Von 235 befragten Urologen aus 44 Nationen – 23 aus Deutschland – gaben 93 % an, dass sich die klinische Versorgung auf Grund der Pandemie verändert hätte. In vielen Fällen wurden Operationen storniert: 44 % primäre, 23 % sekundäre und 20 % tertiäre (4-Stufiges-Eskalationsschema).
13 % führten nur noch Notfalleingriffe durch. Geringere Stornierungsraten hatten Operateure in der Onkologie zu verzeichnen. Hingegen verzichteten mehr als die Hälfte aufgrund der Pandemie auf (Neo)adjuvante oder palliative Behandlungen.

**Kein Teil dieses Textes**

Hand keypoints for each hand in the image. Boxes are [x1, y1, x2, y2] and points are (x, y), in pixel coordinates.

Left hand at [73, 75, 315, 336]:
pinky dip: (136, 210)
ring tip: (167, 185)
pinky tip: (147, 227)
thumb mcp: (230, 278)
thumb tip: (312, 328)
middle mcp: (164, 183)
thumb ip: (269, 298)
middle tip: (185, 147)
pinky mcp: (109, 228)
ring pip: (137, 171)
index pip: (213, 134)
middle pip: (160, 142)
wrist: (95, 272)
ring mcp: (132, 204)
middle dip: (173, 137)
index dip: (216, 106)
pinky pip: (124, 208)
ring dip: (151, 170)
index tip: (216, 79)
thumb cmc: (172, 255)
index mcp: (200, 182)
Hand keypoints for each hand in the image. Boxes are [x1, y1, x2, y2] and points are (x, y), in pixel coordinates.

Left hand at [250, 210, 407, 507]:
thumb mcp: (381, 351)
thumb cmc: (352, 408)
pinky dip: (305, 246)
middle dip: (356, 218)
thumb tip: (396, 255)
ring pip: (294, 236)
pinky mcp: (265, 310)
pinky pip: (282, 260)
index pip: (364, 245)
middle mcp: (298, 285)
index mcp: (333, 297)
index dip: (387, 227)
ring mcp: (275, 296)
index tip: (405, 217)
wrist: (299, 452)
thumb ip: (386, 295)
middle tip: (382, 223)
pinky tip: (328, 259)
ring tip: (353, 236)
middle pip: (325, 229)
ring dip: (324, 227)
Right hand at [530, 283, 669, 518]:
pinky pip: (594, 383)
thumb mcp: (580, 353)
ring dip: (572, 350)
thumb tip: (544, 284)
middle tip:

Die Befragung führte das Mainzer Team über die Plattform www.surveymonkey.com durch. Twitter und Facebook dienten der Verbreitung. Eine Rücklaufquote ist daher nicht bekannt.
Weniger Fälle von Urolithiasis während des Lockdowns
Am Klinikum Nürnberg untersuchte ein Team um Jascha Ell und Sascha Pahernik die Versorgungssituation von Patienten mit Harnsteinen vor und nach der Pandemie.

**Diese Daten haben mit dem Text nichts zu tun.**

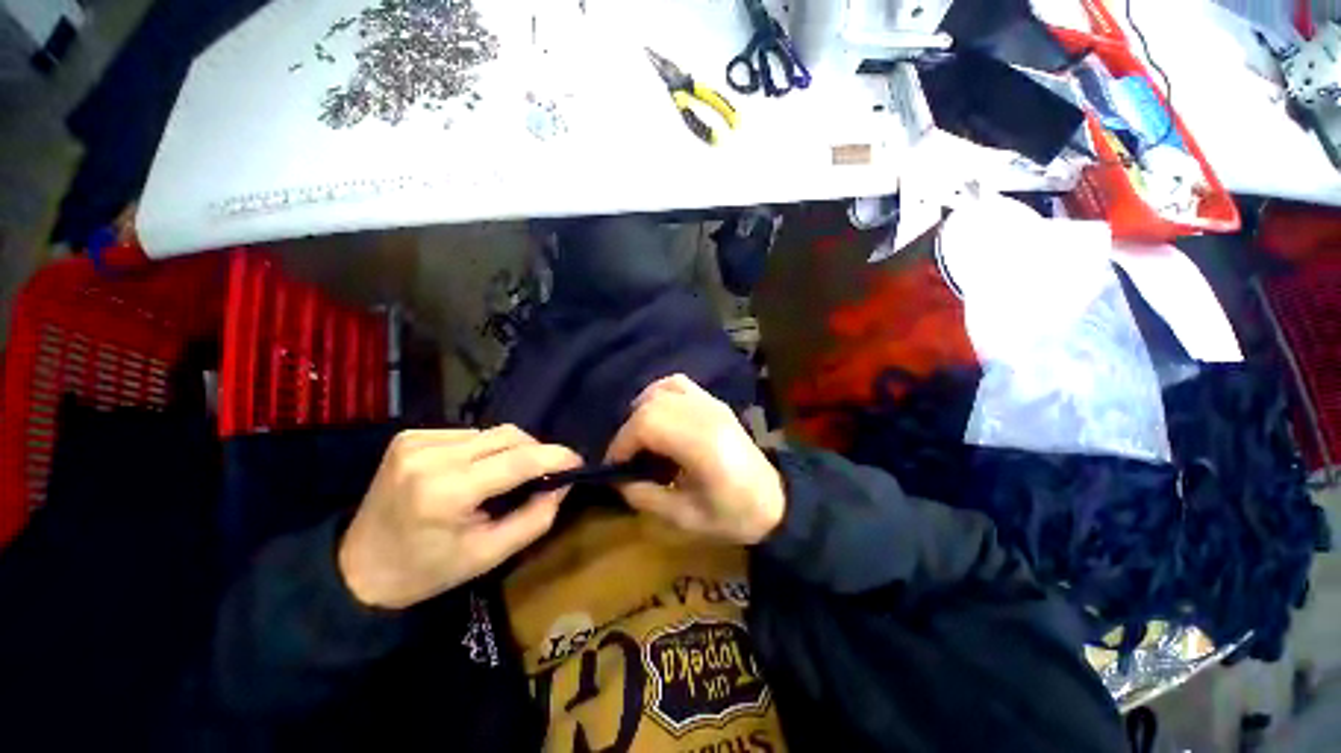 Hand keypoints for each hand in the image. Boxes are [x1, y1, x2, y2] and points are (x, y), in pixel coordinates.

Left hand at [339, 426, 581, 609]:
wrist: (358, 570)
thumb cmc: (427, 571)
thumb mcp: (489, 555)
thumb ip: (535, 518)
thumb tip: (563, 484)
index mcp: (446, 492)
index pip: (518, 461)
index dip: (555, 457)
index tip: (577, 461)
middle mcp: (429, 457)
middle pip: (507, 437)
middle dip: (535, 451)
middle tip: (545, 473)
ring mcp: (415, 442)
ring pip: (490, 433)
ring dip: (509, 451)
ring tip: (505, 477)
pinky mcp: (409, 437)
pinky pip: (468, 434)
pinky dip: (483, 450)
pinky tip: (474, 472)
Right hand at [606, 374, 784, 544]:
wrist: (775, 501)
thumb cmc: (733, 515)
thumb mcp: (685, 518)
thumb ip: (645, 496)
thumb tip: (618, 480)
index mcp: (701, 443)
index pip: (647, 424)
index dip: (623, 442)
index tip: (615, 465)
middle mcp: (705, 414)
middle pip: (651, 404)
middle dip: (630, 429)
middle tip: (628, 457)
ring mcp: (712, 404)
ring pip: (663, 389)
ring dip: (643, 409)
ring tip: (642, 437)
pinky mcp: (715, 403)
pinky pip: (679, 384)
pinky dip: (660, 394)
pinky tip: (659, 416)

Die absolute Zahl der Patienten mit Verdacht auf eine symptomatische Urolithiasis sank während des Lockdowns (November 2020 bis Januar 2021) verglichen mit den beiden Monaten im Vorjahr: 314 versus 391 Patienten – stationär aufgenommen wurden nur noch 63, während es in den Prä-Pandemiemonaten 86 Patienten waren.
Das mittlere Alter der Patienten sowie der Case-Mix-Index waren unverändert. Patienten mit Harnsteinen blieben am Klinikum Nürnberg während des Lockdowns jedoch länger auf der Station: 2,29 +/-2,3 Tage versus 3,1 +/-6,1 Tage.

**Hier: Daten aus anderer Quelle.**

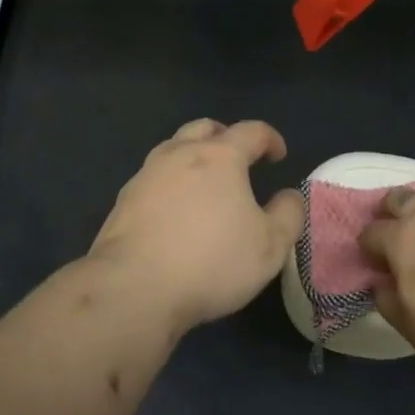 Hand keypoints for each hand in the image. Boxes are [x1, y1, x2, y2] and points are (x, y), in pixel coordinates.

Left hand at [88, 119, 304, 331]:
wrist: (135, 287)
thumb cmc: (212, 261)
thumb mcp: (270, 246)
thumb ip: (288, 215)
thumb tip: (289, 195)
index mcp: (219, 157)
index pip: (251, 131)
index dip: (270, 138)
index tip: (279, 155)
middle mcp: (179, 154)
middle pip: (204, 128)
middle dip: (226, 136)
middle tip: (239, 159)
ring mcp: (146, 175)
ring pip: (173, 149)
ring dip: (193, 157)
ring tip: (205, 184)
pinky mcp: (124, 200)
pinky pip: (153, 179)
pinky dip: (170, 184)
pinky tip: (175, 211) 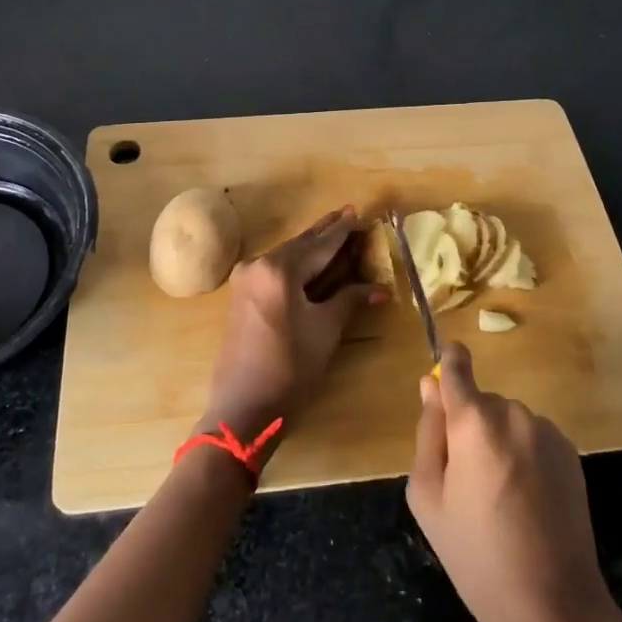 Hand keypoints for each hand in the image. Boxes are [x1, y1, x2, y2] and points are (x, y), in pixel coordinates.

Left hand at [201, 207, 383, 443]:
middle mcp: (259, 265)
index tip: (359, 213)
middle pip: (301, 244)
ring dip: (312, 247)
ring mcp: (246, 279)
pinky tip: (311, 260)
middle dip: (326, 232)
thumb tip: (379, 288)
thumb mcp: (325, 330)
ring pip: (287, 255)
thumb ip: (350, 300)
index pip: (320, 244)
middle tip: (349, 213)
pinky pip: (275, 268)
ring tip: (335, 233)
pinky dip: (297, 263)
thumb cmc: (290, 368)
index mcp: (280, 269)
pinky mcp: (242, 294)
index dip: (343, 231)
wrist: (243, 408)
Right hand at [407, 343, 609, 621]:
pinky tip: (527, 501)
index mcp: (474, 422)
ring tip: (500, 498)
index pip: (457, 367)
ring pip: (508, 421)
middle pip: (481, 403)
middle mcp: (514, 413)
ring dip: (499, 442)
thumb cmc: (475, 554)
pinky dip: (525, 456)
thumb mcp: (428, 496)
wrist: (552, 604)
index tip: (444, 370)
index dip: (449, 364)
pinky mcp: (571, 453)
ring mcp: (547, 432)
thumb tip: (429, 385)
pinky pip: (534, 438)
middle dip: (470, 427)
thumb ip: (428, 432)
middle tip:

Die Forschenden mussten zudem beobachten, dass ein signifikant höherer Patientenanteil länger als einen Tag stationär aufgenommen wurde und mehr Patienten lange Liegedauern hatten. Daraus schlussfolgern sie, dass es zwar weniger symptomatische Urolithiasis-Fälle gab, diese aber einen schwereren Verlauf hatten.
Beeinträchtigte Versorgung bisher ohne Auswirkung auf Krebstherapie
In einem weiteren DGU-Abstract untersuchte ein Team um Julian Struck vom Universitätsklinikum Schleswig-Holstein in Lübeck in einer Multizenterstudie die Versorgungsrealität von Patienten mit metastasierter urologischer Erkrankung unter systemischer Krebstherapie.
Insgesamt wurden die Daten von 161 Uro-onkologischen Patienten an 5 Universitätskliniken ausgewertet. Bei etwa jedem 4. Patienten verschob sich die Laboruntersuchung, bei jedem 3. beeinträchtigte die Coronapandemie die Nachsorge. Am stärksten waren Patienten mit Urothelkarzinomen betroffen. Die onkologische Therapie hätte sich dadurch jedoch bisher nicht relevant verändert, schlussfolgern die Autoren des Abstracts.
Die Auswirkungen der Pandemie in der urologischen Weiterbildung war Thema eines weiteren Kongress-Abstracts. Im Mai 2020 initiierte der Assistenzarzt Cem Aksoy vom Universitätsklinikum Dresden deutschlandweit eien Onlineumfrage unter 50 Assistenzärztinnen und -ärzten in Weiterbildung. Etwa die Hälfte fühlte sich während der Coronapandemie in der Ausbildung deutlich eingeschränkt. Als Ursache dafür gaben sie beispielsweise weniger OP-Einsätze oder abgesagte Kongresse an.

Stärkster Rückgang bei Eingriffen an Mund, Nase und Ohren
Stärker von der Pandemie betroffen als urologische Eingriffe waren jedoch andere Fachgebiete. Das zeigt eine Datenerhebung der KKH Kaufmännische Krankenkasse – eine der größten bundesweiten Krankenkassen mit mehr als 1,6 Millionen Versicherten: Die Zahl stationärer Operationen nahm bei Versicherten im ersten Coronajahr im Vergleich zu 2019 um 12 % ab.
Gestoppt wurden in der Regel Eingriffe, die verschiebbar waren. So gab es den stärksten Rückgang von 2019 auf 2020 bei Zahn- und Mandel-OPs (minus 27,6 %), gefolgt von Eingriffen an Nase und Ohren (minus 26,5 bzw. 24,7 %). Stationäre Operationen an Harnorganen verzeichneten einen Rückgang um 7,8 %. Häufiger betroffen waren hingegen Eingriffe bei männlichen Geschlechtsorganen mit 17,6 %.